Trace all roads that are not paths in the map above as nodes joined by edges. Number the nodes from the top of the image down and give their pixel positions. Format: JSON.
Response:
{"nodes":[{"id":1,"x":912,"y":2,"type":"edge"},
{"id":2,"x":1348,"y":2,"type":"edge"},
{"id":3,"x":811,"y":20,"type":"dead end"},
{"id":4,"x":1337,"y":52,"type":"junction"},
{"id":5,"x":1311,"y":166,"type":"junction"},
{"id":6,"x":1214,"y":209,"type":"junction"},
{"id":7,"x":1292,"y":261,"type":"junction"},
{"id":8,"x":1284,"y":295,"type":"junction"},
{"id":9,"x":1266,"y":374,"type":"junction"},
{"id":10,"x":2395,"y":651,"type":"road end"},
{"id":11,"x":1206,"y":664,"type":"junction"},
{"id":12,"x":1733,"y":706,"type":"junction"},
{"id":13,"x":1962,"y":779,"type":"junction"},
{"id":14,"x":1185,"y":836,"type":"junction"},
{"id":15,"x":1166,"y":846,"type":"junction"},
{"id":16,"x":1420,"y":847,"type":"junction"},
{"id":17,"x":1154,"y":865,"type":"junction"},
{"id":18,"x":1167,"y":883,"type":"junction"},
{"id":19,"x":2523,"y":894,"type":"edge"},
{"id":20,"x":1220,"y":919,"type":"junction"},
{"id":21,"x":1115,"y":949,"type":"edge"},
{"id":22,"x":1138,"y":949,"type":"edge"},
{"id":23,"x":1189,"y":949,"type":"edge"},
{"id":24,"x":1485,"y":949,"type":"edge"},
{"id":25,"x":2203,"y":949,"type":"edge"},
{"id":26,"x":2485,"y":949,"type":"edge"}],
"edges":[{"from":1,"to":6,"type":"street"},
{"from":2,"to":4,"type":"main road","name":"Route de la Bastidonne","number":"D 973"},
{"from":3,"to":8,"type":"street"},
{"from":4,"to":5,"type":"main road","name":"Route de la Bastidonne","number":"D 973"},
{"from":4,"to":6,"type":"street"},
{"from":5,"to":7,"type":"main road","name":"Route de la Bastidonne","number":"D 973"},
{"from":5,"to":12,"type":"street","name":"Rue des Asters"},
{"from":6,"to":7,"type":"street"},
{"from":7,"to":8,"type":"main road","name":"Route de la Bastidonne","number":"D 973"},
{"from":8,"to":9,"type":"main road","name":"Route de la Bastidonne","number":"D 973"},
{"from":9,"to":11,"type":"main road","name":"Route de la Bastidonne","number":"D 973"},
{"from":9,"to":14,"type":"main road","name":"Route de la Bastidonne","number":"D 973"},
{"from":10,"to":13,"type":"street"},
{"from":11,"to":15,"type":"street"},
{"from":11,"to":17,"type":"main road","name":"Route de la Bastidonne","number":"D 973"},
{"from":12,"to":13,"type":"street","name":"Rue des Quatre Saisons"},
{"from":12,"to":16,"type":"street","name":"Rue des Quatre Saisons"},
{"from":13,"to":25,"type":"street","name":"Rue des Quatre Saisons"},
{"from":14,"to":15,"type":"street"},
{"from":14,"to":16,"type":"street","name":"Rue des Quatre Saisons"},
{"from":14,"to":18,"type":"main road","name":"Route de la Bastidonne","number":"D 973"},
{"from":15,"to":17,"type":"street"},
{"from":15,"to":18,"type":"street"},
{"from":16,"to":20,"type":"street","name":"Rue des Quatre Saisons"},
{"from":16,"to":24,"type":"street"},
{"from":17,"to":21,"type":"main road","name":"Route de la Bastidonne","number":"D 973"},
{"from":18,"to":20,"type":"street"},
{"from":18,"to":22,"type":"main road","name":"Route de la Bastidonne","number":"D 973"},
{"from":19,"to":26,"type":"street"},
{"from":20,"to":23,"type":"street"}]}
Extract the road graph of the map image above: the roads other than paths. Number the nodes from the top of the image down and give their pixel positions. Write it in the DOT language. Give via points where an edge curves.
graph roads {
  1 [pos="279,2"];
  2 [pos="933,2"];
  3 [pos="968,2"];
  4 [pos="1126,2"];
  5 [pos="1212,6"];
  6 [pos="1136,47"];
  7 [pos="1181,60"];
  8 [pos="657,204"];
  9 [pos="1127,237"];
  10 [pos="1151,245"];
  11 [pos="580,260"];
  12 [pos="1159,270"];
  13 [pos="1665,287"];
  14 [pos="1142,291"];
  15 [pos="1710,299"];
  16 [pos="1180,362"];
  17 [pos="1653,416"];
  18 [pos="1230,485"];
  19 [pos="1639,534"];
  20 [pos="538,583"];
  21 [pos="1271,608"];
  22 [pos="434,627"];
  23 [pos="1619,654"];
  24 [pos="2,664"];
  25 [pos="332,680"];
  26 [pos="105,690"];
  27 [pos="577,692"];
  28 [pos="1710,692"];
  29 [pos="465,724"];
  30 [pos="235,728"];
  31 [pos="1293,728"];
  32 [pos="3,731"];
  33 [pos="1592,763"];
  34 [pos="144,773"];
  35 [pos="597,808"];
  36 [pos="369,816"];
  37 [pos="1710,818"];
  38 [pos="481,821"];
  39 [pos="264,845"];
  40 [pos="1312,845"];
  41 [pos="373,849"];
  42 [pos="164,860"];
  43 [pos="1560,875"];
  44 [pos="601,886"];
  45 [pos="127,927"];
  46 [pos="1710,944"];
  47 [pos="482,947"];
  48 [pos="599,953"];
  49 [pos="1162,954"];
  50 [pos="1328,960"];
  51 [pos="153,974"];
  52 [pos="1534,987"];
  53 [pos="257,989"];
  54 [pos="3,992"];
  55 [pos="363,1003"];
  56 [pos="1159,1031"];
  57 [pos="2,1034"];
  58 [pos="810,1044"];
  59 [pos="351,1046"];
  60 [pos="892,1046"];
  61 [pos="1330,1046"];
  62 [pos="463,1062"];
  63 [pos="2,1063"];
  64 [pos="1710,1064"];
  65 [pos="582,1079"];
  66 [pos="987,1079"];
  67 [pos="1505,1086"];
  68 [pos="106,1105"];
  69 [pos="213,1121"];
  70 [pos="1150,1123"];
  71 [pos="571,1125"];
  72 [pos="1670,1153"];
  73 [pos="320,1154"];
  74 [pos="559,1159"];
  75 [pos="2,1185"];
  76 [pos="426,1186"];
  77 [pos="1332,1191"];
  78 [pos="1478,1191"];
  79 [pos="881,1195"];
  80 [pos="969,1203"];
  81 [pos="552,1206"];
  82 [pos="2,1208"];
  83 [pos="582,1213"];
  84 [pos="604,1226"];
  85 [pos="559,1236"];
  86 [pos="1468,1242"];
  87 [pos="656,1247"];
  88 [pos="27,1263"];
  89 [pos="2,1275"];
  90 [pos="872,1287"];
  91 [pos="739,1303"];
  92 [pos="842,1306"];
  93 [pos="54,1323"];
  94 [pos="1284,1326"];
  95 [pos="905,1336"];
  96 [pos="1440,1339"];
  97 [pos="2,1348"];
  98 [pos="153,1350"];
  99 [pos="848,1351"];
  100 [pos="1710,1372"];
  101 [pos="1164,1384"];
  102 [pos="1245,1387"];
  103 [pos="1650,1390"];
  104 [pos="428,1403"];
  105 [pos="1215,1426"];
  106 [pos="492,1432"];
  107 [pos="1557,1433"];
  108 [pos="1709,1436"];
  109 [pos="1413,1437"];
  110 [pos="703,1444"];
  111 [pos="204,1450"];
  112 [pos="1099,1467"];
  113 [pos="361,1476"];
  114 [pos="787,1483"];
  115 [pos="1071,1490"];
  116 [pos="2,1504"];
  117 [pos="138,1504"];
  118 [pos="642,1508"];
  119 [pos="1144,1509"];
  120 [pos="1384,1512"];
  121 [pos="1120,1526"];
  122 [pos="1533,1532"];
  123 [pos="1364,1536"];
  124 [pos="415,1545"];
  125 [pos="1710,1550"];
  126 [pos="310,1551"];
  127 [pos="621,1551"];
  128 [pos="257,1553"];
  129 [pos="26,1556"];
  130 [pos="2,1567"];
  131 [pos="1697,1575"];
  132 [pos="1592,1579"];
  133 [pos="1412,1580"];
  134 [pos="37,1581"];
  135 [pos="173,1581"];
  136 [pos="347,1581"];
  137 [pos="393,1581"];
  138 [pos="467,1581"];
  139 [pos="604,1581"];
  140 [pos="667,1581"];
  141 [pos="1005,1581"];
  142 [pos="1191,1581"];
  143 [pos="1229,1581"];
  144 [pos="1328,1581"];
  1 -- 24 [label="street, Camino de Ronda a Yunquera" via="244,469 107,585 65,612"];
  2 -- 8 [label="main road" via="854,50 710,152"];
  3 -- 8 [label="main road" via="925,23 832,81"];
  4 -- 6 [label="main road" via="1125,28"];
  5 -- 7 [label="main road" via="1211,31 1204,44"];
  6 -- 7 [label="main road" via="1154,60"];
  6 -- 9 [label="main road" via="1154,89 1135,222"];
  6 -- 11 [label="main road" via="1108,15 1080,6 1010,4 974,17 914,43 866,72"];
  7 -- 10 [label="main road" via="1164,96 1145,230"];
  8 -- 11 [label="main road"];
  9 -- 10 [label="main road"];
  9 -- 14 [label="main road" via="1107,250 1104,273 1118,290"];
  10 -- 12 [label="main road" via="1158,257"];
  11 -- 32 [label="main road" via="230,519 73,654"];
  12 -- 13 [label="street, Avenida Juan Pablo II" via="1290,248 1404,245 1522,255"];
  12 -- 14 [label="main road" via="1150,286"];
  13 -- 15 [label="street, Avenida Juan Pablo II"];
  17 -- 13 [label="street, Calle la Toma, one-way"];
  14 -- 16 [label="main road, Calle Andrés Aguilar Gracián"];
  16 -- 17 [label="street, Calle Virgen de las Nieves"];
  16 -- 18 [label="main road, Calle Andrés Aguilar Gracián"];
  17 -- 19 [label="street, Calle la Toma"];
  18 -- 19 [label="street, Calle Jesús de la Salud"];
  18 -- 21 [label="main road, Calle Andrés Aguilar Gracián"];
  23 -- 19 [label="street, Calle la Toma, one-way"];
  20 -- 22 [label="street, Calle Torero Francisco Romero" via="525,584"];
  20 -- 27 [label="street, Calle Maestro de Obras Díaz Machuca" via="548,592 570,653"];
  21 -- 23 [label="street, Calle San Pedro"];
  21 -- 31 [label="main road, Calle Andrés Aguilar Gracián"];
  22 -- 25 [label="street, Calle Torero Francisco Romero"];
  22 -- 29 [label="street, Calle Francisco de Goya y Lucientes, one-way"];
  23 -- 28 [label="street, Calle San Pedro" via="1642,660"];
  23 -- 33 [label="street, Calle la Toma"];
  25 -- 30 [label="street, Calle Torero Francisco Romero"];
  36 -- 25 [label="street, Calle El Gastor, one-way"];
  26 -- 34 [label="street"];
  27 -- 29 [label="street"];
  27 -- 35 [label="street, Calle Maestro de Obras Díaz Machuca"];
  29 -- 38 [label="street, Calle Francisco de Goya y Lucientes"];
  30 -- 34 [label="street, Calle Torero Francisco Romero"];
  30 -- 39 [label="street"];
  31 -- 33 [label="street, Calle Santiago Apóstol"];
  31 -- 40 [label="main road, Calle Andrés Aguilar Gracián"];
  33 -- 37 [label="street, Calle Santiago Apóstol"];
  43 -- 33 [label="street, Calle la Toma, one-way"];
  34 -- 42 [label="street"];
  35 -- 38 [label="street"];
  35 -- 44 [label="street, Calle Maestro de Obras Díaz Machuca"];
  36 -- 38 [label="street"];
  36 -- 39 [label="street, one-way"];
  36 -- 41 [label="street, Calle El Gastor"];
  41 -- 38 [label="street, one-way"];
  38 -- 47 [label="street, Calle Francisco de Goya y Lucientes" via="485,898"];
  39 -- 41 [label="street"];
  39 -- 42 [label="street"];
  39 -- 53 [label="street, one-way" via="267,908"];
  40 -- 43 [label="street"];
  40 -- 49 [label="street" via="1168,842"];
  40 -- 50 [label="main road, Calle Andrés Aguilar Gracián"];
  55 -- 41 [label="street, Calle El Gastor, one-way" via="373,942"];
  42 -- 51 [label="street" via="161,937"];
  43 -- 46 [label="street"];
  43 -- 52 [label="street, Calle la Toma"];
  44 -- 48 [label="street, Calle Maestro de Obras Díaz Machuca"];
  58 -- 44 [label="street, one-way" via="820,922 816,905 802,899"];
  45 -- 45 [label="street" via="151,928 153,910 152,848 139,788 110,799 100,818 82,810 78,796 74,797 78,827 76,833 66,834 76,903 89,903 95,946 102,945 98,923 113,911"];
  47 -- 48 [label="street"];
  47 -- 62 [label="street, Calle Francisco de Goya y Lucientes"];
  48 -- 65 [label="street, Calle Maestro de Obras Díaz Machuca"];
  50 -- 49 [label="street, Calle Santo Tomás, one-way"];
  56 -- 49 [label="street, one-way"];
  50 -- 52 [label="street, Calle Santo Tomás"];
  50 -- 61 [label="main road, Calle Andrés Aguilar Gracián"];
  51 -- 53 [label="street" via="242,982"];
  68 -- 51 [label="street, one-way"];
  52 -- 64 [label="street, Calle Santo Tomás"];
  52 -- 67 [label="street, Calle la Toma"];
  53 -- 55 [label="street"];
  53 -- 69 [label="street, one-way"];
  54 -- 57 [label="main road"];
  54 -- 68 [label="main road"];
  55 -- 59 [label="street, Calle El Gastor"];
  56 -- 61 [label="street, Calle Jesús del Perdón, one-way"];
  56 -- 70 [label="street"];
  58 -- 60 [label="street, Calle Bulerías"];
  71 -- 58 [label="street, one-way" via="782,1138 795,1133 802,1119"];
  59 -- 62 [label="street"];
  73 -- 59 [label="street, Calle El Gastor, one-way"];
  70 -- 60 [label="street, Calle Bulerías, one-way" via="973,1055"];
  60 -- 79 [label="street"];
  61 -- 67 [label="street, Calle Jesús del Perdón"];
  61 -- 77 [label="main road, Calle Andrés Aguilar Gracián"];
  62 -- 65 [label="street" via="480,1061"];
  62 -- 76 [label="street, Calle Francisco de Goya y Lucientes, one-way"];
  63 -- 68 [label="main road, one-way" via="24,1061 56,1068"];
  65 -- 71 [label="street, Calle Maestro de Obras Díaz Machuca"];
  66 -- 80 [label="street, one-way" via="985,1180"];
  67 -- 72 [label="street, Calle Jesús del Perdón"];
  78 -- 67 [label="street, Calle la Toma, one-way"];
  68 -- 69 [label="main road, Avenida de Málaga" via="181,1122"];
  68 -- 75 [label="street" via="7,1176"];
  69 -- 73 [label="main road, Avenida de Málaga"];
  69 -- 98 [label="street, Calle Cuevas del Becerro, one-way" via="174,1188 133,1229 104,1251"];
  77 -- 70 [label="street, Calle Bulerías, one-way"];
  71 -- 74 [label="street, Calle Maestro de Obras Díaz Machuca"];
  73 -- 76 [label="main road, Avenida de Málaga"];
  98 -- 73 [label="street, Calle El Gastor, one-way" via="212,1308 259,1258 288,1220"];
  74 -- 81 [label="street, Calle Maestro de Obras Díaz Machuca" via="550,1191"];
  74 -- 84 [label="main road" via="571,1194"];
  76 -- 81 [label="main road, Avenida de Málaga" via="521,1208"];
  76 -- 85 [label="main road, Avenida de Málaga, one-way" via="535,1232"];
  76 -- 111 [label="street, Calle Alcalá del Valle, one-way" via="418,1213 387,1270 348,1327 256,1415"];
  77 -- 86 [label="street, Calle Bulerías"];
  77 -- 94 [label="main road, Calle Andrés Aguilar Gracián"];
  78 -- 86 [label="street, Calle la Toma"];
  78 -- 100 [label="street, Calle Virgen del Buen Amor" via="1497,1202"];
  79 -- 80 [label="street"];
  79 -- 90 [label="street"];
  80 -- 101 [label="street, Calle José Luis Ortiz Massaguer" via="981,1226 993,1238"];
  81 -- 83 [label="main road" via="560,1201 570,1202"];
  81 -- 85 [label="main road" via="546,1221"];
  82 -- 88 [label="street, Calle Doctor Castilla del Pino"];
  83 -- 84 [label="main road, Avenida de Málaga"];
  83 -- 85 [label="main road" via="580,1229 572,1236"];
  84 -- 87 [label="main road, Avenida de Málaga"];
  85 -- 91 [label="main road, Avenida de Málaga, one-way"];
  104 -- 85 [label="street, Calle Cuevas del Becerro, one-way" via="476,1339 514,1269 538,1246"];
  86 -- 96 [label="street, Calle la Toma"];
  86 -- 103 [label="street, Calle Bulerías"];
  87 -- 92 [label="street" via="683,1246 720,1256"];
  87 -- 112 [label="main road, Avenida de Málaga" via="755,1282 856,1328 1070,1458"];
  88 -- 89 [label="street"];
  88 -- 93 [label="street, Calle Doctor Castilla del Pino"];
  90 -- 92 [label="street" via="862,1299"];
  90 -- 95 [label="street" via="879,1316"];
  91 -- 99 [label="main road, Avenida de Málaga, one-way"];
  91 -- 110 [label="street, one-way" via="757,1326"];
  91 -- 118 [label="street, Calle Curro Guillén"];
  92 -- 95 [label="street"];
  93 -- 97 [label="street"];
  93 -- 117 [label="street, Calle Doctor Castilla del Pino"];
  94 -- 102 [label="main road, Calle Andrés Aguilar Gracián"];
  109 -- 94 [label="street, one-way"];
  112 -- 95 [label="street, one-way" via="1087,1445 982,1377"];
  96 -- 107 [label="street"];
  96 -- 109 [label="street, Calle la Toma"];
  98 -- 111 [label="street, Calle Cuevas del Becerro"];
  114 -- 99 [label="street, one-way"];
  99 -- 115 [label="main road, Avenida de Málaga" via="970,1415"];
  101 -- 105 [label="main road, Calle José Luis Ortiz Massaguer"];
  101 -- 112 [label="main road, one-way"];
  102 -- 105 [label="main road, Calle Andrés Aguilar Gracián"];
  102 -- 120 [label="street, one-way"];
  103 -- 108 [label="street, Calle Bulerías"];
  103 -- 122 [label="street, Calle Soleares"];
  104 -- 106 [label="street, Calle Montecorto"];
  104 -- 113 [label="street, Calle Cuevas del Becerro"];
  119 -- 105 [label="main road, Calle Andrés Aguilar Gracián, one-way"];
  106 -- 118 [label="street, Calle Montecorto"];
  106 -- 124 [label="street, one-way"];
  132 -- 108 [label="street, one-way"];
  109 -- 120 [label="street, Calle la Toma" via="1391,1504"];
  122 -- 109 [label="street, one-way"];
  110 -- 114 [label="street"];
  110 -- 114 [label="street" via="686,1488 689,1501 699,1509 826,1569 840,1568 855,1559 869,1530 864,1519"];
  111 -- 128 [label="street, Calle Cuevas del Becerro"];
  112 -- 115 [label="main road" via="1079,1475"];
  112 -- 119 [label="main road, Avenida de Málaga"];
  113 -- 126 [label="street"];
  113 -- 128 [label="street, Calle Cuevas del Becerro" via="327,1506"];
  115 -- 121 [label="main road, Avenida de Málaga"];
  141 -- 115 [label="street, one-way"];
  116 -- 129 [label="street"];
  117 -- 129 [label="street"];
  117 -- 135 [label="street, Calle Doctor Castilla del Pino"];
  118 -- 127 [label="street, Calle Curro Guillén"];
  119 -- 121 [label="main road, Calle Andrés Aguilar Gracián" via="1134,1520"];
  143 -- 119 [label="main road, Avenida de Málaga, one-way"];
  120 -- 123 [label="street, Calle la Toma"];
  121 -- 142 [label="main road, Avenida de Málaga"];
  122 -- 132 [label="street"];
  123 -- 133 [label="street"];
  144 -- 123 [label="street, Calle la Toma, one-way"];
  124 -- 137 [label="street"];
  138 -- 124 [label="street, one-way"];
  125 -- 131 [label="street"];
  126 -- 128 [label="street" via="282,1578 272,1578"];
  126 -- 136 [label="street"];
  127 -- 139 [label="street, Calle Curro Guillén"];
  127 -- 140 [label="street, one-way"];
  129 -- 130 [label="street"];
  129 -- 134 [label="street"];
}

§ **Task item**: Scan the entries and show every line in which the word "above" is found.

§ **Answer to this exercise**:
Trace all roads that are not paths in the map above as nodes joined by edges. Number the nodes from the top of the image down and give their pixel positions. Format: JSON.
Extract the road graph of the map image above: the roads other than paths. Number the nodes from the top of the image down and give their pixel positions. Write it in the DOT language. Give via points where an edge curves.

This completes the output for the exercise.